@jaredwhite I lost my insurance card. As you probably know, as an American this can be dangerous to one's health.
Fortunately, I had taken a photo of it.
Unfortunately, I had no idea when, or even what year.
... fortunately, you can type "Insurance card" into Google Photos and it will find it for you. It knows what cards look like.
Thanks for ingesting all my data and looking after my well-being, Big Tech.
@jaredwhite I mean those tools (the training of the images, the training of the audio models) were created using vast quantities of data curated under means that people are increasingly finding questionable.
Google voice recognition, for example, was trained on the labeled dataset from Goog411. A lot of problems that were intractable three-ish decades ago became trivial when Big Data warehouses allowed machine learning developers to start utterly swimming in labeled samples.
I should look up how Apple trained up their systems though. I know they were working on them for decades before the Big Data approach became popular.
@mtomczak Agreed, there have been tons of gotchas around a lot of this stuff. I mentioned Apple as perhaps being more forthcoming about their efforts to avoid the more icky examples but even there they've had screwups like the wrong people having direct access to Siri recordings without a proper opt-in/disclosure that they were storing people's Siri conversations.
My strong belief is that *all* data should be opt-out of ML datasets by default. People should know what they're signing up for.

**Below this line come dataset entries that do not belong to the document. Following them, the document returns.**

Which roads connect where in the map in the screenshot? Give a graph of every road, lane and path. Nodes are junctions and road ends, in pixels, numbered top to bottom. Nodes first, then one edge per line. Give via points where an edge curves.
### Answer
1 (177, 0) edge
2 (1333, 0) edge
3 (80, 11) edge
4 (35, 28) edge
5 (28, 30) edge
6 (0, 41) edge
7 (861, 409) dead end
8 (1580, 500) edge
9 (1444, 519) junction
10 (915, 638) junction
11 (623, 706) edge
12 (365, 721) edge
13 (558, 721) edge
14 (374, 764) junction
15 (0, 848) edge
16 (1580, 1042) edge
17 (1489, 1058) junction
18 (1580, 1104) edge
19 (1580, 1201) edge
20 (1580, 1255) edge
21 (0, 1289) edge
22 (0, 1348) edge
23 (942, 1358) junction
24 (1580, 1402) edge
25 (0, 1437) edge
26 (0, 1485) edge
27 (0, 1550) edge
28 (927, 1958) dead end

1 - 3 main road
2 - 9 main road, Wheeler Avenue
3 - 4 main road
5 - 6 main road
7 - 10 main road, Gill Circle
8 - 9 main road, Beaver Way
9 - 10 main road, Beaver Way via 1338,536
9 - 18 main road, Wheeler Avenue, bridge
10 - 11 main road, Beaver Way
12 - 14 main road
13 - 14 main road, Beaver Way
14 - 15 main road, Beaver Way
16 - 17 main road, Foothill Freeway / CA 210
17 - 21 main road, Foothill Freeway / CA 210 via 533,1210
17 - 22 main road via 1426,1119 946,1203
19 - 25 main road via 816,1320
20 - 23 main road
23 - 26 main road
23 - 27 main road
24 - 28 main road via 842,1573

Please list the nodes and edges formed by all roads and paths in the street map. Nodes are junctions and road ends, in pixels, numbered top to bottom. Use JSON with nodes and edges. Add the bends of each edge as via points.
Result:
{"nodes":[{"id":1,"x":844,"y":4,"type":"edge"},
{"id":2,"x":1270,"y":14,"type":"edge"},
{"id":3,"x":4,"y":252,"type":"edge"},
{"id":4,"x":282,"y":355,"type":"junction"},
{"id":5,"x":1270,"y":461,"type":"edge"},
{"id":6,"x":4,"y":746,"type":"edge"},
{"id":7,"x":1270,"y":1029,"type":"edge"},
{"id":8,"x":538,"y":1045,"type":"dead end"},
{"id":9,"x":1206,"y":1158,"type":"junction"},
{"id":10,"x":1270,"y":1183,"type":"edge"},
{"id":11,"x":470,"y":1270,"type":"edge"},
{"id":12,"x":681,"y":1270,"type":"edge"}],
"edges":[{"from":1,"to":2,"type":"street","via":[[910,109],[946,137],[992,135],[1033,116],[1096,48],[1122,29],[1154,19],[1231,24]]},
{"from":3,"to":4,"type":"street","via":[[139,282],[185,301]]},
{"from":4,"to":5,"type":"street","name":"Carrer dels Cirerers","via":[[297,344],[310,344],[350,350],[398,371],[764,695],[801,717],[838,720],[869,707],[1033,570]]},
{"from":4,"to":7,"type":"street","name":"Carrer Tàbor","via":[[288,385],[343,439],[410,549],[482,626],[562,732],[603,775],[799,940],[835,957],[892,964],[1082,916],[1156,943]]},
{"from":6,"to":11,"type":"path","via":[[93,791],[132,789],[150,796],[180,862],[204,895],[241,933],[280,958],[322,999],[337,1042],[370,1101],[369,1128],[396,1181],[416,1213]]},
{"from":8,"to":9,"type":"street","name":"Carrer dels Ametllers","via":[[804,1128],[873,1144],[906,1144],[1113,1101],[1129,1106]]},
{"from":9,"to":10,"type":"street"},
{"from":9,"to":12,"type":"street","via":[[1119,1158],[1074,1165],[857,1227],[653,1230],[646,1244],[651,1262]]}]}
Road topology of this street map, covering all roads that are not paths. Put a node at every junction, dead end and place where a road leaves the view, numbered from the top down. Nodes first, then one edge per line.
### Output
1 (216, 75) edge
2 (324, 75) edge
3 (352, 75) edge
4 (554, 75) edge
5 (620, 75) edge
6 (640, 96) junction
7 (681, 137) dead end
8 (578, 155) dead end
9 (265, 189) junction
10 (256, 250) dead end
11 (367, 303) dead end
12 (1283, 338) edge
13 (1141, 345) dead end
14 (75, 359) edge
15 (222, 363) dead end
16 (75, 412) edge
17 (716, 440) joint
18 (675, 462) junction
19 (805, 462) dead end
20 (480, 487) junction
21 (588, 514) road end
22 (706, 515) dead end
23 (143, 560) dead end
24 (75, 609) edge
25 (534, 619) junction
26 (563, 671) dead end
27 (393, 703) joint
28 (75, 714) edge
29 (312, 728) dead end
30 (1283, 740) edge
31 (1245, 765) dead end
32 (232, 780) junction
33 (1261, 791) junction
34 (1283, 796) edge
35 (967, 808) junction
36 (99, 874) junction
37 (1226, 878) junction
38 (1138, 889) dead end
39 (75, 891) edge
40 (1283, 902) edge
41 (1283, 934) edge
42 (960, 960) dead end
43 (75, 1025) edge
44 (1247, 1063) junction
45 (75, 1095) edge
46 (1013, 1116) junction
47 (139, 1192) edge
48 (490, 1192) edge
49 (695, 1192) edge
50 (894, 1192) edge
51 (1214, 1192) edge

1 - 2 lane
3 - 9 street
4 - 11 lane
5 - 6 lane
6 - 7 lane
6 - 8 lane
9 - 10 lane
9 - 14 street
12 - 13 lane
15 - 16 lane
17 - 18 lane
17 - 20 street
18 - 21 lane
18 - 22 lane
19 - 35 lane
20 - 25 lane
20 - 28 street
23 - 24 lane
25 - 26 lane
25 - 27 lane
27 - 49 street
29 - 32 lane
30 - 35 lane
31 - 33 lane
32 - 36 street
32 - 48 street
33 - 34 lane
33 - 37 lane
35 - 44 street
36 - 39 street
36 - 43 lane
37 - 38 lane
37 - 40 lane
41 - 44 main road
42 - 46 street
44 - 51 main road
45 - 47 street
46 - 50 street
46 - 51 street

@mtomczak I think you're confusing recognizing objects inside of a photo with generative AI. I'm very happy to be able to dictate to Siri or whatever and have it recognize speech, or search for text and have it find that inside of an image. That's wholly different than generative AI. (Also even in cases of mere recognition there have been major issues around privacy…one reason Apple made a big deal about on-device ML and also differential privacy techniques when applied to cloud data analysis.)